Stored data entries
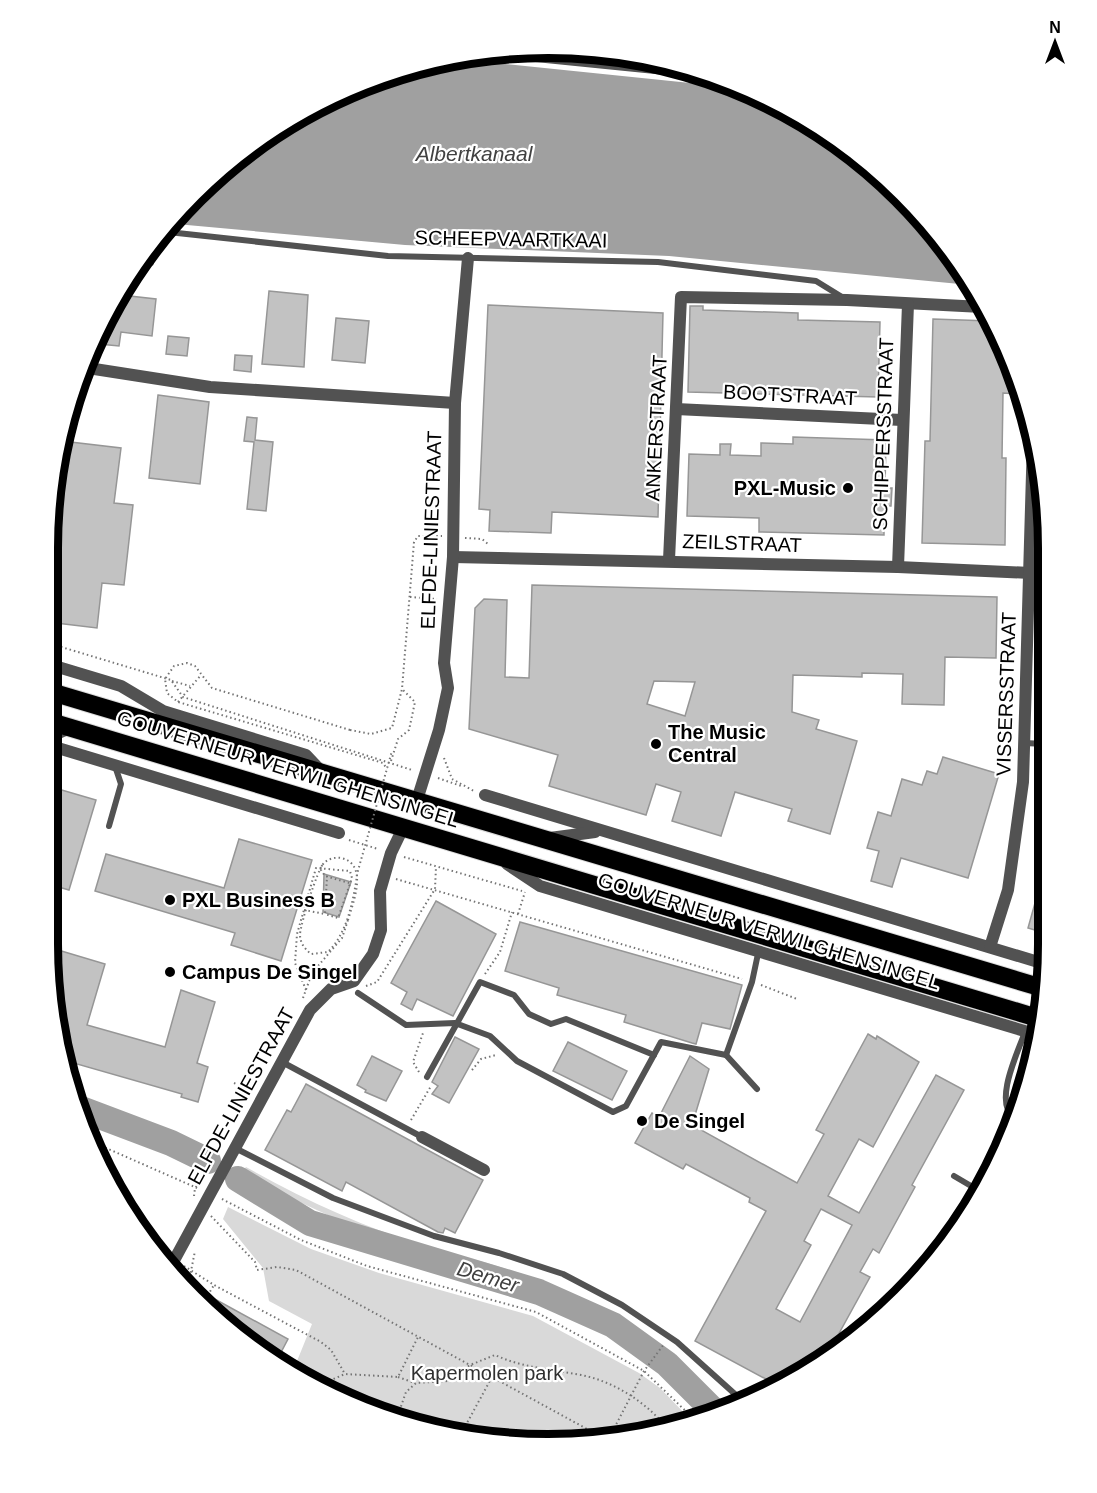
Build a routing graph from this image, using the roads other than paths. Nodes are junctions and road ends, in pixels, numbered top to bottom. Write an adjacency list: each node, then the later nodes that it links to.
1 (534, 59): 2 (lane)
2 (659, 71)
3 (174, 233): 4 (lane, SCHEEPVAARTKAAI)
4 (468, 258): 6 (lane, SCHEEPVAARTKAAI); 10 (street, ELFDE-LINIESTRAAT)
5 (681, 297): 6 (street, SCHEEPVAARTKAAI); 11 (street, ANKERSTRAAT)
6 (847, 300): 7 (street, SCHEEPVAARTKAAI)
7 (908, 304): 8 (street, SCHEEPVAARTKAAI); 12 (street, SCHIPPERSSTRAAT)
8 (974, 307)
9 (93, 370): 10 (street)
10 (455, 403): 14 (street, ELFDE-LINIESTRAAT)
11 (676, 409): 12 (street, BOOTSTRAAT); 15 (street, ANKERSTRAAT)
12 (902, 420): 16 (street, SCHIPPERSSTRAAT)
13 (1032, 474): 17 (street, VISSERSSTRAAT)
14 (453, 557): 15 (street, ZEILSTRAAT); 30 (street, ELFDE-LINIESTRAAT)
15 (669, 560): 16 (street, ZEILSTRAAT)
16 (898, 567): 17 (street, ZEILSTRAAT)
17 (1030, 577): 18 (lane); 24 (street, VISSERSSTRAAT)
18 (1038, 580)
19 (58, 667): 28 (street, GOUVERNEUR VERWILGHENSINGEL)
20 (58, 694): 28 (highway, GOUVERNEUR VERWILGHENSINGEL)
21 (58, 724): 22 (highway, GOUVERNEUR VERWILGHENSINGEL)
22 (70, 727): 23 (street); 32 (highway, GOUVERNEUR VERWILGHENSINGEL)
23 (58, 733)
24 (1024, 743): 25 (lane); 37 (street, VISSERSSTRAAT)
25 (1038, 744)
26 (58, 748): 27 (street)
27 (115, 766): 31 (lane); 34 (street)
28 (322, 771): 30 (highway, GOUVERNEUR VERWILGHENSINGEL)
29 (485, 795): 33 (street, GOUVERNEUR VERWILGHENSINGEL)
30 (417, 800): 32 (highway); 35 (highway, GOUVERNEUR VERWILGHENSINGEL)
31 (109, 826)
32 (403, 828): 36 (highway, GOUVERNEUR VERWILGHENSINGEL); 47 (street, ELFDE-LINIESTRAAT)
33 (600, 831): 35 (street, GOUVERNEUR VERWILGHENSINGEL); 37 (street, GOUVERNEUR VERWILGHENSINGEL)
34 (339, 833)
35 (543, 839): 39 (highway, GOUVERNEUR VERWILGHENSINGEL)
36 (760, 944): 41 (highway, GOUVERNEUR VERWILGHENSINGEL); 43 (street, GOUVERNEUR VERWILGHENSINGEL); 46 (lane)
37 (990, 947): 38 (street, GOUVERNEUR VERWILGHENSINGEL)
38 (1037, 962)
39 (1036, 986)
40 (358, 993): 42 (lane)
41 (1033, 1017)
42 (455, 1023): 45 (lane); 45 (lane); 48 (lane)
43 (1026, 1032): 44 (street, GOUVERNEUR VERWILGHENSINGEL); 50 (lane)
44 (1030, 1033)
45 (654, 1055): 46 (lane)
46 (726, 1055): 49 (lane)
47 (282, 1062): 51 (lane); 52 (street, ELFDE-LINIESTRAAT)
48 (426, 1077)
49 (757, 1089)
50 (1009, 1111)
51 (422, 1137): 53 (street)
52 (235, 1148): 56 (street, ELFDE-LINIESTRAAT); 57 (lane)
53 (484, 1170)
54 (954, 1176): 55 (lane)
55 (974, 1188)
56 (174, 1260)
57 (737, 1396)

EXERCISE AIM:
Word for word, quote the lines above. Omit the pictures.

TASK RESULT:
Build a routing graph from this image, using the roads other than paths. Nodes are junctions and road ends, in pixels, numbered top to bottom. Write an adjacency list: each node, then the later nodes that it links to.
1 (534, 59): 2 (lane)
2 (659, 71)
3 (174, 233): 4 (lane, SCHEEPVAARTKAAI)
4 (468, 258): 6 (lane, SCHEEPVAARTKAAI); 10 (street, ELFDE-LINIESTRAAT)
5 (681, 297): 6 (street, SCHEEPVAARTKAAI); 11 (street, ANKERSTRAAT)
6 (847, 300): 7 (street, SCHEEPVAARTKAAI)
7 (908, 304): 8 (street, SCHEEPVAARTKAAI); 12 (street, SCHIPPERSSTRAAT)
8 (974, 307)
9 (93, 370): 10 (street)
10 (455, 403): 14 (street, ELFDE-LINIESTRAAT)
11 (676, 409): 12 (street, BOOTSTRAAT); 15 (street, ANKERSTRAAT)
12 (902, 420): 16 (street, SCHIPPERSSTRAAT)
13 (1032, 474): 17 (street, VISSERSSTRAAT)
14 (453, 557): 15 (street, ZEILSTRAAT); 30 (street, ELFDE-LINIESTRAAT)
15 (669, 560): 16 (street, ZEILSTRAAT)
16 (898, 567): 17 (street, ZEILSTRAAT)
17 (1030, 577): 18 (lane); 24 (street, VISSERSSTRAAT)
18 (1038, 580)
19 (58, 667): 28 (street, GOUVERNEUR VERWILGHENSINGEL)
20 (58, 694): 28 (highway, GOUVERNEUR VERWILGHENSINGEL)
21 (58, 724): 22 (highway, GOUVERNEUR VERWILGHENSINGEL)
22 (70, 727): 23 (street); 32 (highway, GOUVERNEUR VERWILGHENSINGEL)
23 (58, 733)
24 (1024, 743): 25 (lane); 37 (street, VISSERSSTRAAT)
25 (1038, 744)
26 (58, 748): 27 (street)
27 (115, 766): 31 (lane); 34 (street)
28 (322, 771): 30 (highway, GOUVERNEUR VERWILGHENSINGEL)
29 (485, 795): 33 (street, GOUVERNEUR VERWILGHENSINGEL)
30 (417, 800): 32 (highway); 35 (highway, GOUVERNEUR VERWILGHENSINGEL)
31 (109, 826)
32 (403, 828): 36 (highway, GOUVERNEUR VERWILGHENSINGEL); 47 (street, ELFDE-LINIESTRAAT)
33 (600, 831): 35 (street, GOUVERNEUR VERWILGHENSINGEL); 37 (street, GOUVERNEUR VERWILGHENSINGEL)
34 (339, 833)
35 (543, 839): 39 (highway, GOUVERNEUR VERWILGHENSINGEL)
36 (760, 944): 41 (highway, GOUVERNEUR VERWILGHENSINGEL); 43 (street, GOUVERNEUR VERWILGHENSINGEL); 46 (lane)
37 (990, 947): 38 (street, GOUVERNEUR VERWILGHENSINGEL)
38 (1037, 962)
39 (1036, 986)
40 (358, 993): 42 (lane)
41 (1033, 1017)
42 (455, 1023): 45 (lane); 45 (lane); 48 (lane)
43 (1026, 1032): 44 (street, GOUVERNEUR VERWILGHENSINGEL); 50 (lane)
44 (1030, 1033)
45 (654, 1055): 46 (lane)
46 (726, 1055): 49 (lane)
47 (282, 1062): 51 (lane); 52 (street, ELFDE-LINIESTRAAT)
48 (426, 1077)
49 (757, 1089)
50 (1009, 1111)
51 (422, 1137): 53 (street)
52 (235, 1148): 56 (street, ELFDE-LINIESTRAAT); 57 (lane)
53 (484, 1170)
54 (954, 1176): 55 (lane)
55 (974, 1188)
56 (174, 1260)
57 (737, 1396)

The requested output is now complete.